Sharing and storing knowledge during the building process of a vessel can be a hassle.
Bart Daman, Ko Stroo and Dolf Manschot, project manager/naval architects at Ulstein Design & Solutions, facet his challenge on a daily basis.
Their knowledge and experience are key to the development of complex vessels for a diverse range of applications and working environments in a relatively small period of time and often for ships that have never been designed nor built before.
Digital knowledge management is a relatively new development in the maritime sector.
“We started talking to Shipbuilder about how we could store our knowledge and make it accessible in a smarter way. We deemed Shipbuilder to be most fit for our purposes. The software is already developed to specifically structure and document ships and shipbuilding processes,” Daman said.
“Of course, we are ship designers working one abstraction level higher, but the set-up of the software forms an excellent basis.
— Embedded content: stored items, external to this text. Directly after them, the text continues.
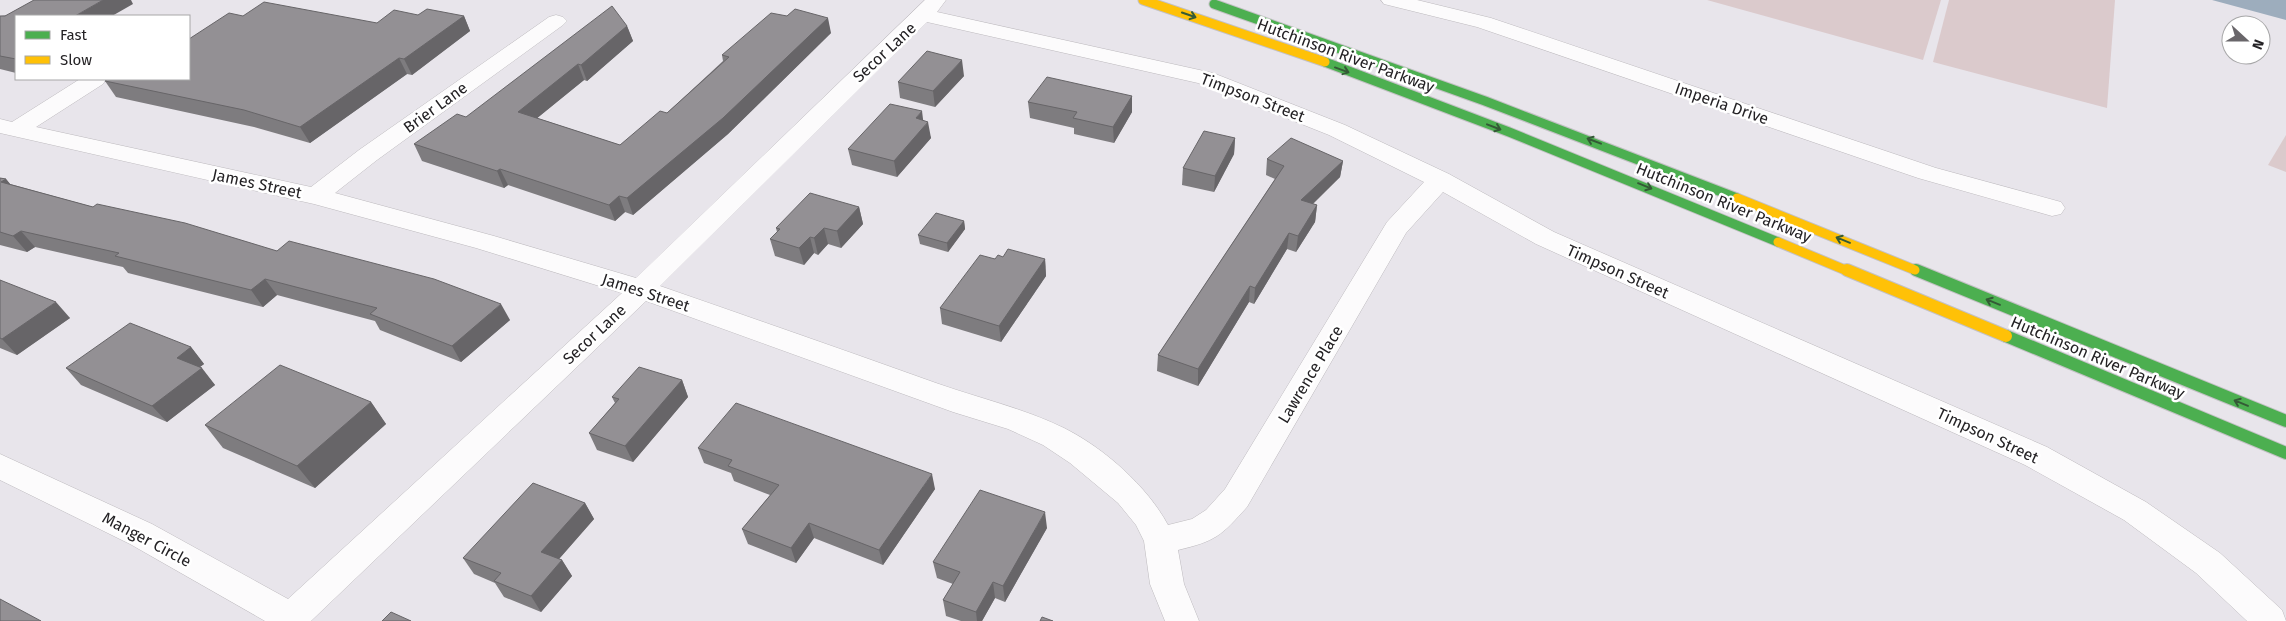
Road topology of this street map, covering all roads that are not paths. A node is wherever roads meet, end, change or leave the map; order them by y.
1 (1143, 0) edge
2 (1202, 0) edge
3 (1391, 0) edge
4 (930, 7) edge
5 (556, 21) dead end
6 (93, 80) edge
7 (8, 128) edge
8 (1440, 180) junction
9 (316, 196) junction
10 (2052, 208) dead end
11 (641, 289) junction
12 (2286, 421) edge
13 (2286, 453) edge
14 (0, 466) edge
15 (1160, 540) junction
16 (290, 619) edge
17 (1182, 621) edge
18 (2270, 621) edge

1 -> 13 highway, Hutchinson River Parkway
12 -> 2 highway, Hutchinson River Parkway
3 - 10 street, Imperia Drive
4 - 8 street, Timpson Street
4 - 11 street, Secor Lane
5 - 9 street, Brier Lane
6 - 7 street
7 - 9 street, James Street
8 - 15 street, Lawrence Place
8 - 18 street, Timpson Street
9 - 11 street, James Street
11 - 15 street, James Street
11 - 16 street, Secor Lane
14 - 16 street, Manger Circle
15 - 17 street, James Street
In cooperation with Shipbuilder, we have developed a company-specific environment where we can safely document our knowledge of ship design, requirements and component properties,” he added.
After delivery, an accessible maintenance schedule can be offered. The maintenance schedules of equipment and systems can easily be imported into Shipbuilder. As such, a shipping company receives a clear overview of, for instance, when oil and water-separation filters need cleaning or when the service technician should be called in for inspection. The chances of maintenance being forgotten, or overlooked because of piles of documents, are reduced to a minimum.
About the advantages in the design phase, Stroo said: “Together with Shipbuilder we created a tool that allows us to develop a ship design faster starting from a high level of abstraction and client preferred attributes. By digitalising our knowledge of characteristics, components and ship processes we can establish links even faster.”
“In the near future, we expect to be able to see which engines are most suitable for the type of ship we’re designing with the click of a mouse. In addition to this, Shipbuilder supports us to generate consistent specifications much faster, which is a great advantage.”
“Because Shipbuilder has made our knowledge management more efficient, we can focus on what we do best: develop innovative ship designs. With the knowledge and details available in Shipbuilder, optimising and further shaping of the ship design is significantly faster than before. And as we are able to document our daily gain in knowledge directly in our knowledge data base, the quality of this data rapidly improves further,” Stroo continued.
Daman pointed out: “We expect this to provide us a constantly growing competitive advantage.”
Daman explained that, in order to survive, the development and application of knowledge management must become a top priority in the maritime sector: “We work on really complex ship designs, with a lot of changes in the process, both big and small. Shipbuilder helps us manage these changes a lot better. Clients are impressed by our response time and the consistency of our specs. Before, the risk of errors was much higher as by using Word you’re more inclined to copy text. Using Shipbuilder, this is now history.”
Daman has a clear vision. The future will see knowledge management tools being used more and more already in the first client contacts.
“Together with the client, we can fill in the desired specifications. By leveraging the available semantic knowledge data, we can already show in these first conversations in which direction potential solutions can be found. In this way, we expect to guide and advice our clients even quicker regarding operational requirements and commercial preconditions, realizing the client’s most optimal ship design much faster.”
This article was previously published in Maritime Holland edition #1 – 2018.